Can one person photograph dozens of machines in a single round?
Yes. A walkthrough that previously required stopping at each machine to read the display and write down the number becomes a walkthrough where the operator photographs each display and moves on. The batch is uploaded at the end of the round through a Collection Link. All readings populate one Excel file. The time savings compound with machine count: 30 machines at 30 seconds each (read + write + verify) is 15 minutes of data entry per round. Photographing 30 machines takes about 60 seconds.

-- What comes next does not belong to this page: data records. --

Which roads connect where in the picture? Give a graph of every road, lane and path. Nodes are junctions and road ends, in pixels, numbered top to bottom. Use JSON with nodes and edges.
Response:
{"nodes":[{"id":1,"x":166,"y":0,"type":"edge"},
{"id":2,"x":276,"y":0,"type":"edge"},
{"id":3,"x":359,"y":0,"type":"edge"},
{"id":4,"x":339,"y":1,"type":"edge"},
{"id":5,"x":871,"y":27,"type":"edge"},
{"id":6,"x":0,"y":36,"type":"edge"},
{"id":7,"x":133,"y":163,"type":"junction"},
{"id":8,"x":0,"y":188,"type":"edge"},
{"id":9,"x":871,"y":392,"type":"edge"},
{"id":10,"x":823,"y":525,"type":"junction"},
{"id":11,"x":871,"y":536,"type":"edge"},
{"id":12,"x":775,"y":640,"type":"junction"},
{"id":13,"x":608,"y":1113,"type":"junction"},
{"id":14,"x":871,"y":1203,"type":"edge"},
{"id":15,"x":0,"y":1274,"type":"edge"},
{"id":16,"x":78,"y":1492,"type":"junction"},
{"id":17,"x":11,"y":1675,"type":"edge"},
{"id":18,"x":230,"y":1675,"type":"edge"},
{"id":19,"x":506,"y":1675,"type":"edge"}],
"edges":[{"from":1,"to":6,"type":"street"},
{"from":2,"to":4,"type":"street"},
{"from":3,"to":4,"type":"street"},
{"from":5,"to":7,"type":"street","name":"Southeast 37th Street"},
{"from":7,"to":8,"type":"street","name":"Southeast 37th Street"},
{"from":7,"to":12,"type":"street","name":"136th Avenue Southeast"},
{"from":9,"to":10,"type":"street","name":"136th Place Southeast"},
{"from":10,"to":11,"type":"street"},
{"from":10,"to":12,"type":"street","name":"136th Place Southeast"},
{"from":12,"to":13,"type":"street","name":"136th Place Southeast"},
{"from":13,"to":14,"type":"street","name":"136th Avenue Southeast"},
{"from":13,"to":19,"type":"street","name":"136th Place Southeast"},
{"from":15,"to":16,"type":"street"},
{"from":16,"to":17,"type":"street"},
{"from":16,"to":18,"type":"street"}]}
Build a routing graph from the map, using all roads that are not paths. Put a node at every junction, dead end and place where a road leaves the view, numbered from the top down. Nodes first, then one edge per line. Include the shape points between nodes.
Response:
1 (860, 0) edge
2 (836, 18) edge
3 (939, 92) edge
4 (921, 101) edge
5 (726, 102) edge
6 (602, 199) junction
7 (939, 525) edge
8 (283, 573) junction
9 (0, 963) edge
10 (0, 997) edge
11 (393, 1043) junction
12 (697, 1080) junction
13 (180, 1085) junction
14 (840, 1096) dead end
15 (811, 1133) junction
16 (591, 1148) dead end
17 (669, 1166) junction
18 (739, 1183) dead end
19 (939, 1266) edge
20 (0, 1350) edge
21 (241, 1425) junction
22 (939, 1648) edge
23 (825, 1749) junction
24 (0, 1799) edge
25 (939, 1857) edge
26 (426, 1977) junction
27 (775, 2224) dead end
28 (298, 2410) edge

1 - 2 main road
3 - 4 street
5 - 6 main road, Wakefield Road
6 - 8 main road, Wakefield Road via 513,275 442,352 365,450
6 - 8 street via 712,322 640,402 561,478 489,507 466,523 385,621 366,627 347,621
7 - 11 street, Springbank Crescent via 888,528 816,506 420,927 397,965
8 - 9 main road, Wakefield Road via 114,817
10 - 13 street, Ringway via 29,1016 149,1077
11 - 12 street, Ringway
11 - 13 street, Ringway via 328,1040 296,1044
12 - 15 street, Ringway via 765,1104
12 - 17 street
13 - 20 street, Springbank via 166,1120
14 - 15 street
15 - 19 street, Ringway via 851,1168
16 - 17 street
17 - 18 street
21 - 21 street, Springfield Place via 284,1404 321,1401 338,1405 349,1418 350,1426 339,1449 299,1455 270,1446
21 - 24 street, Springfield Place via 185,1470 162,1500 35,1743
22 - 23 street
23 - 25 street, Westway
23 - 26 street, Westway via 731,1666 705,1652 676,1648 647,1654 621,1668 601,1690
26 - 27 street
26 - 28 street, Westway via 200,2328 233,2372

What's the accuracy on different display types?
LED and seven-segment displays achieve near-perfect accuracy under normal conditions — the digit shapes are standardized and high-contrast. LCD panels with backlight are similarly reliable. Older reflective LCDs (no backlight, common on 1990s equipment) depend on ambient lighting during the photo — a well-lit shot produces accurate readings. Dot-matrix displays (character-based, not graphical) work well for numeric content but may struggle with mixed text-and-number formats.
Is the data traceable back to the source photo?
Yes. Each extracted row corresponds to one uploaded photo. For production environments where traceability matters, the photo serves as both the data source and the audit record. If a reading ever looks suspicious, the original image is available to verify. This is a capability that manual tallies can't provide — once the operator writes "8472" on the clipboard, no one can check whether the display actually showed 8472 or 8427.